As Congress begins work on future COVID-19 relief bills, a group of bipartisan legislators wrote to House and Senate leadership urging them to include funding for state and local government (SLG) IT infrastructure in future relief bills.
The May 22 letter was spearheaded by Reps. Jim Langevin, D-R.I., Michael McCaul, R-Texas., Cedric Richmond, D-La., and Mike Gallagher, R-Wis., with an additional 25 representatives signing on.
Amid the COVID-19 pandemic, SLGs have had to rapidly pivot to remote work and delivering citizen services online.

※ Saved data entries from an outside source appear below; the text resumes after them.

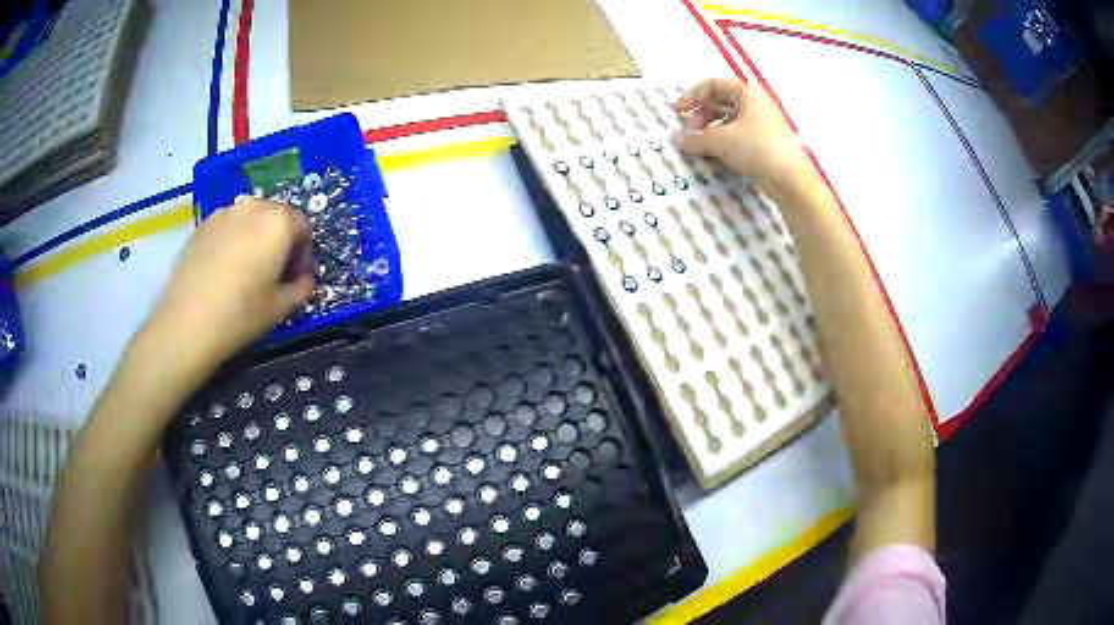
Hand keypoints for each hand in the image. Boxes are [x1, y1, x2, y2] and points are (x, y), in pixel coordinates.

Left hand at [138, 200, 314, 383]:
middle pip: (277, 217)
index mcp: (278, 221)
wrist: (186, 323)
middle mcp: (253, 207)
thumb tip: (303, 280)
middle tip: (275, 274)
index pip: (303, 227)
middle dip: (281, 242)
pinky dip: (233, 242)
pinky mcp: (202, 225)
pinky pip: (228, 228)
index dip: (304, 255)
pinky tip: (225, 272)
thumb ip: (301, 288)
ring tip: (248, 272)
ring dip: (256, 239)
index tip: (298, 279)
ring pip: (250, 220)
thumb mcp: (281, 308)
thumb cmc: (240, 314)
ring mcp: (224, 213)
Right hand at [672, 78, 810, 194]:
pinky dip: (725, 142)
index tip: (677, 113)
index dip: (692, 96)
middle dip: (702, 116)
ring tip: (702, 147)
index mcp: (747, 93)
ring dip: (712, 131)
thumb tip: (675, 138)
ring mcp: (764, 123)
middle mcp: (757, 103)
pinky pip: (740, 135)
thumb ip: (695, 138)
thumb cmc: (757, 149)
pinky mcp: (767, 142)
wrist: (791, 181)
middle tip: (691, 133)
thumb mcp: (721, 141)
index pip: (713, 85)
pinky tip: (718, 157)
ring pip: (730, 120)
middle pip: (721, 102)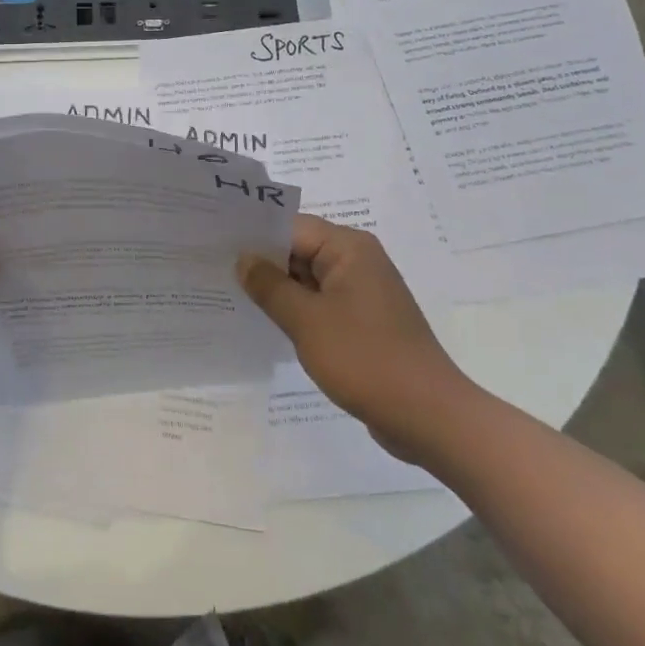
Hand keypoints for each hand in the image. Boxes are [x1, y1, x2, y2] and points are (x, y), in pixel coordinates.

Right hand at [237, 214, 475, 462]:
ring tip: (231, 294)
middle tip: (214, 269)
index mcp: (348, 247)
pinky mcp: (364, 321)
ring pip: (307, 278)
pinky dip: (297, 310)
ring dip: (277, 289)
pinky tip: (265, 322)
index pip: (289, 226)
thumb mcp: (307, 321)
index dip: (252, 235)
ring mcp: (362, 292)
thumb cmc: (366, 359)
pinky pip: (321, 303)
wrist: (431, 419)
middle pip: (298, 249)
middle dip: (261, 262)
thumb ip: (270, 286)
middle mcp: (357, 260)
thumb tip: (243, 259)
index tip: (214, 244)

The cost of new hardware, infrastructure, and cybersecurity measures can be a heavy weight on a state’s budget – many of whom are already facing budget shortfalls as a result of COVID-19. Previous relief legislation has included measures to aid SLGs; however the representatives said that it isn’t enough.
“In the bipartisan CARES Act, we recognized the vital role states and municipalities are playing on the front lines of this crisis and provided funding both to address COVID-specific needs and to help administer Federal programs that are managed by state agencies,” they wrote. “However, these investments are insufficient to address the significant technical challenges states continue to face, nor will they address rising cybersecurity concerns as more work is conducted remotely.”
The letter explains that many SLGs were already struggling with legacy IT systems, and are now unable to keep up with surging demand for citizen services like unemployment insurance benefits, limited telework capabilities for state and local employees, and increased concern over cyber threats.
“Increased reliance on technology broadens the attack surface that malicious actors, whether criminals, nation-state adversaries, or hacktivists, can exploit,” the letter reads. “Unfortunately, legacy IT systems often run on proprietary and no longer supported technologies and are frequently incapable of allowing even relatively unsophisticated cybersecurity controls.”
The letter aligns with recommendations from the Cyberspace Solarium Commission, which Gallagher co-chairs, and Langevin is a member. In the Cyberspace Solarium Commission’s March report, the commission calls for an infusion of IT modernization grant funding for states to help them upgrade their IT systems and harden their cybersecurity posture.
When determining how to include SLG cyber grant funding in future relief bills, the representatives identified four guiding principles congressional leadership should adhere to:
- “Maximum flexibility for systems eligible to receive funding – States have varying degrees of maturity across the many systems they maintain. Flexibility ensures that Federal support can be used to maximum effect by allowing states to prioritize systems that they judge are at highest risk based on the specific threats to, vulnerabilities in, and consequences of a breach of those systems.
- Certification baselines and security planning requirements – Modernization should prioritize a cloud-first approach using vendors that achieve certification against industry-developed standards. However, to ensure mission owners bake security into their proposed modernized architecture, State Chief Information Officers should be required to submit modernization plans using quantized risk assessments to the Cybersecurity and Infrastructure Security Agency for review.
- Local needs considered – Local governments are often even more resource-starved than their state counterparts. Any modernization plan should ensure that local governments are able to access a portion of the funding for their needs and that a state will offer shared services to local governments that reflect their needs.
- Investments for today and for the future – Many states have immediate IT modernization needs as well as longer term, more meaningful system redesigns. Some portion of funding should be available to meet these immediate equipment and license needs while the bulk is available for more substantive projects that will ensure we can withstand this public health crisis and the resultant economic downturn.”